Deletehttp://espn.go.com/mlb/story/_/id/12115949/jayson-stark-explains-2015-hall-fame-ballot
My man Ray Ratto had another great column about the Hall of Fame voting shenanigans, I love his writing: http://www.csnbayarea.com/giants/hall-fame-voting-process-undermines-its-own-institution
ReplyDeleteOur annual railing about the arrogance and self-involvement some writers possess finally hit "E" for me this year, and I have nothing left by way of argument. I now become what I once detested -- the Defensive Inclusionist -- not because I have seen the light, but because there is too little light to be seen.

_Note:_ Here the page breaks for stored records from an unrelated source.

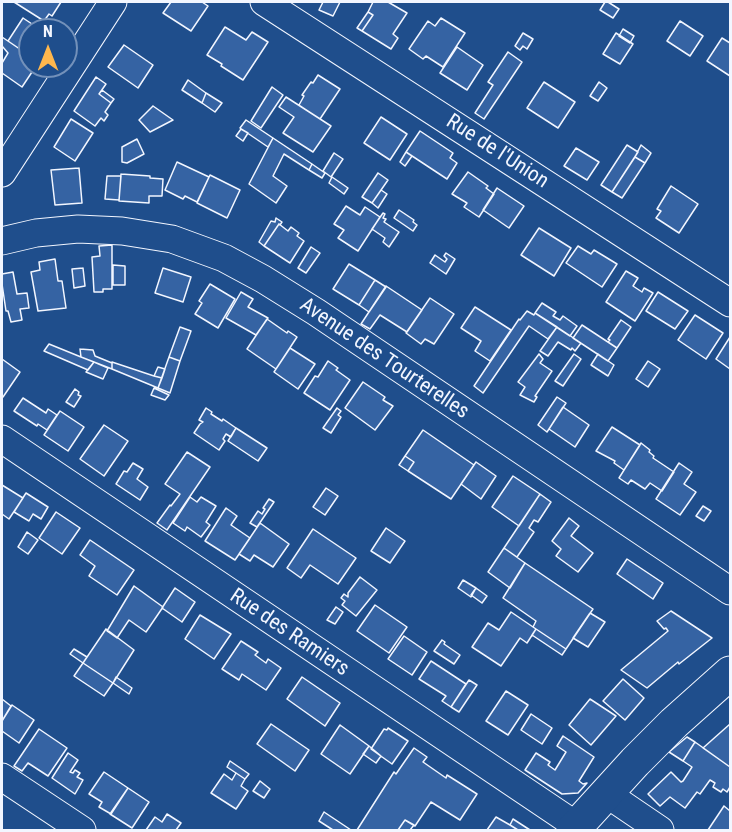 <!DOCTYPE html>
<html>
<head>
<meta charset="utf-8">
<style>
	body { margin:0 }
	#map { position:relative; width:732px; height:832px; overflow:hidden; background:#1f4e8c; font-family:"Roboto Condensed",sans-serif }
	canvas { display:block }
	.frame { position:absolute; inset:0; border:3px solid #f2f6ff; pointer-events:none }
	.north { position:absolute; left:18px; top:18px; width:60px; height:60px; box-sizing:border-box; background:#1f4e8c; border:2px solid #7391ba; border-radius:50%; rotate:0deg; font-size:16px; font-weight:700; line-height:24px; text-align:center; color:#f2f6ff }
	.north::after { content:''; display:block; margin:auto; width:21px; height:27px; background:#ffb74d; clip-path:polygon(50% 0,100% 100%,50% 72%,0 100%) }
</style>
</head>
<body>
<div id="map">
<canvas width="732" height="832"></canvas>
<div class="frame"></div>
<div class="north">N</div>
</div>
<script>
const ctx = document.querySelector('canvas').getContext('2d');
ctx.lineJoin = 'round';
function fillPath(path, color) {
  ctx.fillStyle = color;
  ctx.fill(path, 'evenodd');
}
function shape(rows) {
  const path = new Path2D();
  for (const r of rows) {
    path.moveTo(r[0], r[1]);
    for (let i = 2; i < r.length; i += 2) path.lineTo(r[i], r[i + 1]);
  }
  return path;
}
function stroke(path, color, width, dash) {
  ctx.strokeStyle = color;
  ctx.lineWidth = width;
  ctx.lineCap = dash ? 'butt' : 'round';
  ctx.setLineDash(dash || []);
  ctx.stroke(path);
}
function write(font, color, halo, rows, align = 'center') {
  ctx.font = font + ' "Roboto Condensed",sans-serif';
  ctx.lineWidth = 4.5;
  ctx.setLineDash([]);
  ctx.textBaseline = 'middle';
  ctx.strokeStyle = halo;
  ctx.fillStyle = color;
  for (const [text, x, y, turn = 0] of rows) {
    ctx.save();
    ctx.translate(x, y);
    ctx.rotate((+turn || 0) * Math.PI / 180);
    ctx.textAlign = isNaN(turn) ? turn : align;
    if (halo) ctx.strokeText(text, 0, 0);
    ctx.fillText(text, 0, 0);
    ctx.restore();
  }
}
const building = shape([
	[14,2,61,2,52,16,49,14,44,21,14,2],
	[171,2,202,2,208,6,191,31,163,13,171,2],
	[323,2,340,2,333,16,319,10,323,2],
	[373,2,388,2,407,13,393,34,398,38,391,49,362,31,373,15,368,12,373,2],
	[605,2,608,2,619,9,613,18,600,10,605,2],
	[368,12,373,15,362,31,357,28,368,12],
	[23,18,41,30,30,30,30,56,8,41,23,18],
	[441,18,465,33,443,67,426,56,423,59,409,49,428,21,435,26,441,18],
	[680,21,703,36,690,56,667,41,680,21],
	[225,27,246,40,252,32,268,42,243,80,221,66,222,64,207,55,225,27],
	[623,29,634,36,630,43,619,36,623,29],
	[523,33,533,39,527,49,523,46,520,50,515,46,523,33],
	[616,33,633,44,620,64,603,54,616,33],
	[2,37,30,56,30,66,36,66,22,87,2,73,2,63,8,53,2,46,2,37],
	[722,38,730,43,730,76,707,61,722,38],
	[124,45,153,65,138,88,108,67,124,45],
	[457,47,483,65,467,90,440,73,457,47],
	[508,52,522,62,484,119,475,113,493,85,488,82,508,52],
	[318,75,340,89,320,119,299,105,304,96,302,95,311,82,313,83,318,75],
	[96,77,106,84,99,94,111,103,105,112,108,115,104,121,101,118,95,126,74,111,96,77],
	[188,80,206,93,202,103,182,90,188,80],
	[544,82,575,102,558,128,527,108,544,82],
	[599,82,607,88,598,101,590,96,599,82],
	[272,87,283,95,261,128,251,121,272,87],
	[102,90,114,99,111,103,99,94,102,90],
	[206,93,222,103,215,112,202,103,206,93],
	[286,97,331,126,313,152,283,133,294,117,279,107,286,97],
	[153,106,173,120,150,132,139,120,153,106],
	[381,117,407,134,390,160,364,143,381,117],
	[71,119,93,133,75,161,54,147,71,119],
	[246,120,273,138,268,147,240,128,246,120],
	[241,129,248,133,243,141,236,136,241,129],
	[420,131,453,153,450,158,457,163,447,179,406,152,420,131],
	[273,138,312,164,309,170,284,154,273,176,287,186,276,203,249,184,273,138],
	[137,139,144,154,127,163,122,162,122,147,137,139],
	[627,145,638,152,612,192,601,185,627,145],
	[641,145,651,153,645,163,635,157,641,145],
	[576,148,599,162,587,180,564,166,576,148],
	[406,152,412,156,405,166,400,162,406,152],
	[334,153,343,159,331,177,323,171,334,153],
	[635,157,645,163,622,198,612,192,635,157],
	[177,162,209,177,197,202,185,196,183,199,165,190,177,162],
	[312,164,325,173,322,178,309,170,312,164],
	[79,168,82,203,55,205,51,170,79,168],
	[468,172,488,186,486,188,494,194,479,217,464,207,467,203,452,194,468,172],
	[378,173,388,180,372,203,362,197,378,173],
	[121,174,150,176,150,178,163,179,162,196,149,196,149,203,119,201,121,174],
	[210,175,240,190,227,218,197,203,210,175],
	[107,176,121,176,119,200,105,199,107,176],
	[332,177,348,188,344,194,329,183,332,177],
	[671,186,698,204,679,233,656,218,661,211,657,209,671,186],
	[497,188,524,206,509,228,483,210,497,188],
	[381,190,387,194,378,208,372,203,381,190],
	[346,206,360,215,365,207,380,217,358,251,338,238,344,230,334,224,346,206],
	[399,210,414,220,413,222,417,225,413,231,394,218,399,210],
	[383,213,385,214,383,218,386,219,384,222,399,232,389,247,383,242,385,238,372,229,383,213],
	[276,218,282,222,280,225,279,224,264,246,259,242,271,221,275,222,276,218],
	[279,224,288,231,291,227,299,233,297,236,304,241,290,263,264,246,279,224],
	[539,228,571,248,554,276,521,255,539,228],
	[112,245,112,289,103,289,103,292,94,292,92,257,100,256,99,246,112,245],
	[578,246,591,254,594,250,617,264,602,287,566,263,578,246],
	[311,247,320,253,306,273,298,268,311,247],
	[446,253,455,259,446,274,430,263,435,255,445,262,447,259,444,256,446,253],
	[55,259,58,281,62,281,66,308,38,311,31,272,40,270,39,262,55,259],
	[349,264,375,280,359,305,333,289,349,264],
	[113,265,125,266,125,285,113,285,113,265],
	[83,268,85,286,74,288,72,269,83,268],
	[163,268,191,277,183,302,155,293,163,268],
	[626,271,638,278,633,286,642,292,644,288,653,293,635,321,606,302,626,271],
	[13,272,17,294,27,293,29,308,20,309,22,320,11,322,8,311,6,311,2,284,2,274,13,272],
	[375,280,386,287,369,312,359,305,375,280],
	[210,284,235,299,218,328,195,314,202,303,199,301,210,284],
	[386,286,422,310,407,332,380,315,370,329,361,324,386,286],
	[241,292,253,299,248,307,268,318,256,335,226,318,241,292],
	[658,292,688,311,675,329,646,311,658,292],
	[430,298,454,314,434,344,425,339,421,344,406,333,430,298],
	[542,303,556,312,553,316,560,320,563,316,577,326,570,336,535,313,542,303],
	[475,307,511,330,490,361,475,351,481,341,461,328,475,307],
	[527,311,534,315,535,313,557,327,548,339,529,326,483,393,474,386,519,319,520,320,527,311],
	[695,315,723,333,706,359,678,340,695,315],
	[267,319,287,333,288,331,297,337,276,369,247,349,267,319],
	[621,320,631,327,617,348,608,342,610,340,608,339,621,320],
	[582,325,617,348,608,361,573,338,582,325],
	[180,327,191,331,180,361,169,357,180,327],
	[557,327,581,343,575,351,572,348,571,350,558,342,548,356,540,351,557,327],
	[730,337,730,369,716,359,730,337],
	[49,344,81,357,94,362,88,370,44,351,49,344],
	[290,348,315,364,298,389,274,372,290,348],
	[80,349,93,350,95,356,112,363,112,369,81,357,80,349],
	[539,354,543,359,540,363,552,371,535,396,537,397,534,402,520,395,525,387,518,382,539,354],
	[574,354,581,359,563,386,555,381,574,354],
	[598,354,614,365,608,376,591,365,598,354],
	[169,357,180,361,170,393,158,388,169,357],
	[2,359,20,372,3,397,2,396,2,359],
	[328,361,338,368,336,370,350,380,330,410,304,393,315,376,318,377,328,361],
	[648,361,660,369,648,387,636,379,648,361],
	[94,362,108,368,103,379,86,372,94,362],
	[112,362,154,376,162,378,158,388,112,369,112,362],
	[158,367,165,369,162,378,154,376,158,367],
	[363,382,385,397,383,400,393,406,375,430,345,408,363,382],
	[154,388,169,395,165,400,151,395,154,388],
	[75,389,79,392,78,395,81,396,74,407,66,402,75,389],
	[557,397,566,403,547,432,538,425,557,397],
	[23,398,46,413,48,409,57,415,47,430,38,424,37,426,14,411,23,398],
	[563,407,589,425,575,447,549,429,563,407],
	[206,408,212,412,211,414,222,421,223,419,236,428,231,437,226,434,223,439,225,441,219,450,194,433,200,424,203,422,199,420,206,408],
	[337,408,341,411,338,415,341,417,331,433,323,428,337,408],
	[60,411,84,427,68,451,44,435,60,411],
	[104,425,128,441,104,476,80,459,104,425],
	[612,427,640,445,624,470,614,463,615,461,596,451,612,427],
	[236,428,267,448,258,461,228,441,236,428],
	[423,430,474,465,451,499,408,471,414,462,405,456,423,430],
	[641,443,650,450,649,452,654,456,653,458,674,472,662,491,650,483,645,489,631,480,628,484,619,478,641,443],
	[187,452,210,467,167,530,157,523,170,505,171,506,180,494,165,484,187,452],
	[405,456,414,462,408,471,399,465,405,456],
	[476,462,496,476,481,499,461,484,476,462],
	[133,463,143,469,137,479,148,487,140,500,116,484,124,471,127,472,133,463],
	[679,463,692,472,684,484,696,492,680,515,656,499,679,463],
	[513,476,540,494,519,526,492,507,513,476],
	[2,485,23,498,9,519,2,514,2,485],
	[326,488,338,496,325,515,313,507,326,488],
	[26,493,48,507,41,519,33,514,29,521,14,512,26,493],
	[540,494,551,502,538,522,534,520,529,528,534,532,517,557,504,548,540,494],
	[190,497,197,502,201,497,216,506,206,522,210,525,201,537,187,527,185,531,173,523,190,497],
	[269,499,274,502,257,527,250,523,258,511,262,514,265,509,263,508,269,499],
	[703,506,711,511,704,521,696,516,703,506],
	[226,508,237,516,231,525,250,538,235,560,205,541,226,508],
	[56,512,80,528,62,554,39,538,56,512],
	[569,518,579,526,571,536,593,553,578,572,556,556,561,549,552,541,569,518],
	[260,523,289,544,273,567,254,555,250,561,239,554,260,523],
	[386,528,405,541,390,563,371,551,386,528],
	[313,529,356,558,338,584,310,565,301,578,287,568,313,529],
	[27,532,38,540,28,554,18,547,27,532],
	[90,540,134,570,117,595,89,576,95,566,80,555,90,540],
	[504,548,525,563,510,588,488,572,504,548],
	[627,559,663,583,653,599,617,574,627,559],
	[525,563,593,609,566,649,533,627,536,621,503,598,525,563],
	[360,577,377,590,356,616,342,605,345,601,341,598,344,594,348,597,348,593,360,577],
	[463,580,476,588,471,597,458,588,463,580],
	[134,586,163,607,146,632,129,620,117,638,107,631,134,586],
	[175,588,195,602,182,622,162,608,175,588],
	[476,588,487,596,482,603,471,595,476,588],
	[375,605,407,627,389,653,357,631,375,605],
	[336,607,343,612,335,624,327,620,336,607],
	[671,611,712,638,679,664,678,662,647,688,621,670,668,631,666,628,664,629,657,621,671,611],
	[511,612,536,629,527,643,520,638,501,666,472,647,488,623,499,630,511,612],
	[590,613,605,622,588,647,573,638,590,613],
	[200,615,231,634,214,659,185,639,200,615],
	[106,629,134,650,113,683,83,663,106,629],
	[536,629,566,649,562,655,532,635,536,629],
	[404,636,427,652,412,675,388,659,404,636],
	[442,640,445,642,444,644,460,655,454,664,434,651,442,640],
	[241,641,258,652,255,655,266,663,268,659,281,668,266,690,242,674,239,680,222,669,241,641],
	[74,649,87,657,83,663,70,654,74,649],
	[431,661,466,684,451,707,442,701,446,696,419,679,431,661],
	[83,663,113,683,104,696,74,676,83,663],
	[116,677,132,688,129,694,113,683,116,677],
	[302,677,340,703,325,726,287,699,302,677],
	[623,679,644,698,625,720,603,701,623,679],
	[469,680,477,685,459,712,451,707,469,680],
	[506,691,528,705,508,735,486,721,506,691],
	[2,699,11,706,2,721,2,699],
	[590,699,616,716,591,745,569,725,590,699],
	[12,705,34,720,19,743,2,731,2,721,12,705],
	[531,714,552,728,542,744,521,730,531,714],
	[271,724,309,750,295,771,257,744,271,724],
	[730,724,730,767,703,748,730,724],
	[340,725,369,746,350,774,321,754,340,725],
	[388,728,408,741,392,764,371,749,384,729,387,730,388,728],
	[39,729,67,748,48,776,28,763,22,771,14,766,39,729],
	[563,736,594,757,579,781,583,784,587,783,578,793,562,794,525,770,536,753,550,762,548,765,555,770,566,752,557,746,563,736],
	[687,737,695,742,683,761,669,752,687,737],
	[695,742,730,767,730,787,727,792,723,789,721,792,713,787,715,783,710,780,700,794,697,792,685,808,670,797,660,806,648,794,671,772,681,782,683,781,692,767,683,761,695,742],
	[369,746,381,756,376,763,363,754,369,746],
	[414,748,427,757,423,762,446,778,447,775,477,794,460,820,431,802,415,826,405,820,398,830,357,830,394,772,396,774,414,748],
	[68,753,78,760,70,772,73,773,75,770,80,773,77,777,83,780,75,794,52,778,68,753],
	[230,761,249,774,245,779,227,767,230,761],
	[104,772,128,788,111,814,99,807,102,802,89,794,104,772],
	[236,773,245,779,241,786,248,791,236,809,211,793,224,774,232,780,236,773],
	[260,781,270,789,264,798,253,791,260,781],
	[128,788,149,802,132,828,110,814,128,788],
	[724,806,730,811,730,830,708,830,724,806],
	[324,812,351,830,333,830,319,821,324,812],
	[167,814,181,823,176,830,146,830,155,817,162,822,167,814],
	[496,817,510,825,518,830,487,830,496,817],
	[513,819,530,830,518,830,510,825,513,819],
	[405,820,414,825,410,830,398,830,405,820]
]);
const minor = shape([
	[264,2,730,303],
	[2,173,113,2],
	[2,241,36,233,78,229,122,231,172,239,224,258,263,279,316,312,730,591],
	[2,439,577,826],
	[2,777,82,830],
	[607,794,660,830]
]);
const major = shape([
	[573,830,635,762,674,723,730,673]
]);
const streetNames = [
	["Rue de l'Union",497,152,33],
	["Avenue des Tourterelles",384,359,34],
	["Rue des Ramiers",289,633,34]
];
fillPath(building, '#3563a3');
stroke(building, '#f2f6ff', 1.5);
stroke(minor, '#f2f6ff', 29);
stroke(major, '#f2f6ff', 35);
stroke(minor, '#1f4e8c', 27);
stroke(major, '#1f4e8c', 33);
write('21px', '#f2f6ff', '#1f4e8c', streetNames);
</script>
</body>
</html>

And that’s the Hall we’re going to get from now on. In the few years left for the writers’ vote until Major League Baseball turns them out and replaces them with it an Internet Buy-One-Get-One-Free sale (you know, buy $1000 worth of licensed team shmata, get a vote), the Hall of Fame will bring you romantic tales of the worthy unworthy. Now there’s a hoot.
We like to think that therein lies the fun of the ballot -- the endless debate about whose numbers don’t mean what they mean, how many votes are enough, how many players may be influenced to be nice to media members in hopes of a stray vote here or there (the answer so far is none).
But it isn’t. In pursuit of the perpetual talking point that we all think is the real raison d’etre for the building, we have turned it into a Hall of Voters, which is a lot worse than the historical museum it ought to be. And as a voter, I would like to take this opportunity to throw up into this rosebush.
And it won’t change until the vote is turned over to the guys who wear jerseys in their 40s and only vote for their favorite players on their favorite teams in the time-honored tradition of the All-Star Voting ballot box cram.
X X X
And my ballot, if you must know (and frankly, you don’t really need to and shouldn’t care that much): Jeff Bagwell, B.L. Bonds, Roger Clemens, R. Unit Johnson, Pedro Martinez, Mike Mussina, Mike Piazza, Tim Raines, John Smoltz and Alan Trammell. Curt Schilling and Craig Biggio fell from my last ballot not because their deeds deteriorated, but because I ran out of room and had to vote tactically rather than by merit, and while that’s not really that good a reason, it’s the only one I have.